Senate Dems To Obama: Stop Deporting DREAM Act Students:

First Posted: 04/14/11 06:14 PM ET

Updated: 04/14/11 06:22 PM ET

WASHINGTON -- Leading Senate Democrats, including Majority Leader Harry Reid (Nev.), called on the president on Wednesday to stop deporting undocumented young people who grew up in the United States.

A letter signed by 22 Senate Democrats asks President Barack Obama to use his executive authority to prevent deportation of young people who would have benefited from the DREAM Act, a bill that failed in the upper chamber last year. The legislation would have allowed undocumented immigrants who entered the U.S. as children to stay, provided they kept a clean record and either enrolled in college or joined the military.

Sen. Kirsten Gillibrand (D-N.Y.) and her Democratic co-signers said in the letter that they will try to push to pass the DREAM Act through the Senate this session. But facing strong opposition from the Republican-led House, the senators argued the president should move in the meantime to help DREAM Act-eligible students and military service members.
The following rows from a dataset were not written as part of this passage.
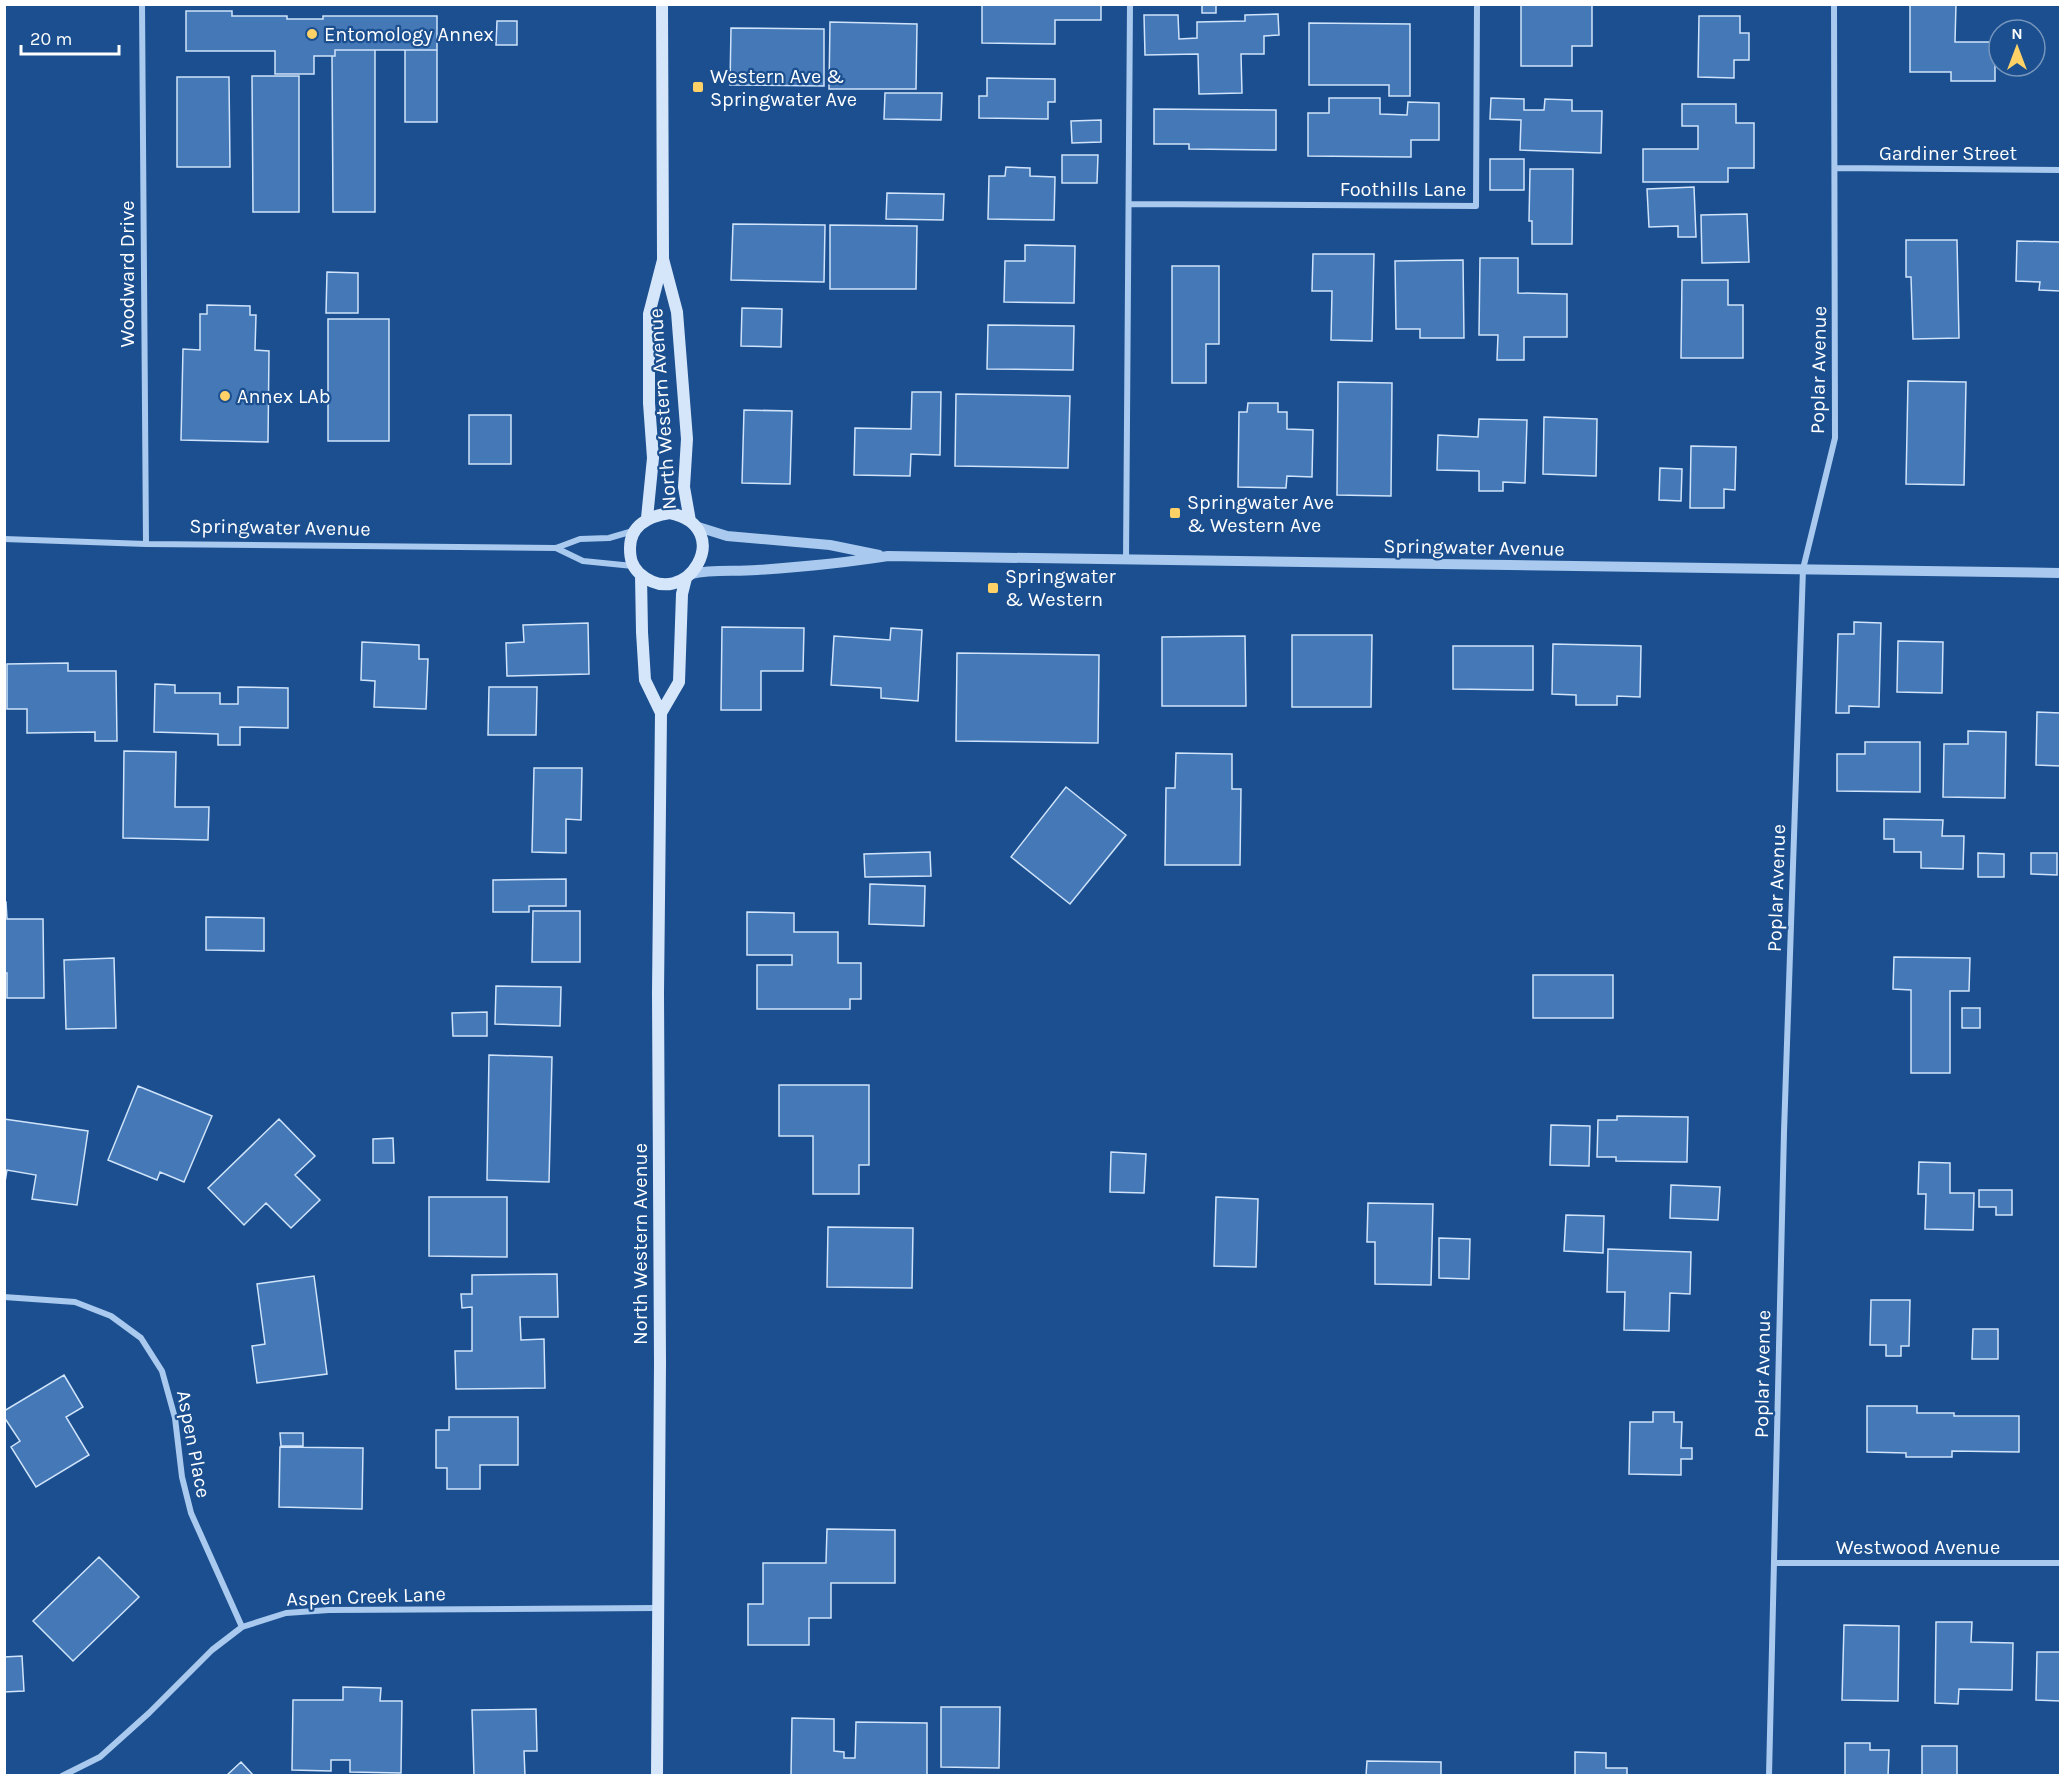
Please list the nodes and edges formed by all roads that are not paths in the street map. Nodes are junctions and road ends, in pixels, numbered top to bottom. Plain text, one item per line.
1 (142, 4) edge
2 (662, 4) edge
3 (1130, 4) edge
4 (1477, 4) edge
5 (1834, 4) edge
6 (1836, 168) junction
7 (2061, 170) edge
8 (1129, 204) junction
9 (663, 259) junction
10 (647, 518) junction
11 (692, 524) junction
12 (633, 531) junction
13 (4, 539) edge
14 (146, 544) junction
15 (556, 548) junction
16 (888, 556) junction
17 (1126, 560) junction
18 (1803, 569) junction
19 (637, 570) junction
20 (2061, 573) edge
21 (689, 576) junction
22 (661, 713) junction
23 (4, 1297) edge
24 (1775, 1563) junction
25 (2061, 1563) edge
26 (657, 1608) junction
27 (242, 1627) junction
28 (62, 1776) edge
29 (657, 1776) edge
30 (1769, 1776) edge

1 - 14 street, Woodward Drive
2 - 9 main road, North Western Avenue
3 - 8 street
4 - 8 street, Foothills Lane
5 - 6 street, Poplar Avenue
6 - 7 street, Gardiner Street
6 - 18 street, Poplar Avenue
8 - 17 street
9 - 10 main road, North Western Avenue
9 - 11 main road, North Western Avenue
10 - 11 main road, North Western Avenue
10 - 12 main road, North Western Avenue
11 - 16 street, Springwater Avenue
11 - 21 main road, North Western Avenue
12 - 15 street, Springwater Avenue
12 - 19 main road, North Western Avenue
13 - 14 street, Springwater Avenue
14 - 15 street, Springwater Avenue
15 - 19 street, Springwater Avenue
16 - 17 street, Springwater Avenue
16 - 21 street, Springwater Avenue
17 - 18 street, Springwater Avenue
18 - 20 street, Springwater Avenue
18 - 24 street, Poplar Avenue
19 - 21 main road
19 - 22 main road, North Western Avenue
21 - 22 main road, North Western Avenue
22 - 26 main road, North Western Avenue
23 - 27 street, Aspen Place
24 - 25 street, Westwood Avenue
24 - 30 street, Poplar Avenue
26 - 27 street, Aspen Creek Lane
26 - 29 main road, North Western Avenue
27 - 28 street, Aspen Creek Lane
"Current law unfairly punishes thousands of young people who grew up here and know only America as their home, holding them back from making a contribution to our country's military and economy," Gillibrand said in a statement within the message to Obama. "These young people deserve better."

Fellow New York Sen. Chuck Schumer, the leading Democrat on immigration, sent a separate letter to the Obama administration on Thursday with a similar thrust.

The White House has pledged support for the bill. But the administration has been unreceptive to requests to block DREAM Act-eligible young people from deportation. Homeland Security Sec. Janet Napolitano said her agency would stay the course on immigration, even if it meant deporting students who would be protected under the legislation.

"I am not going to stand here and say that there are whole categories that we will, by executive fiat, exempt from the current immigration system -- as sympathetic as we feel towards them," she said at a recent appearance. Still, Napolitano added that cracking down on undocumented young people is "not the priority."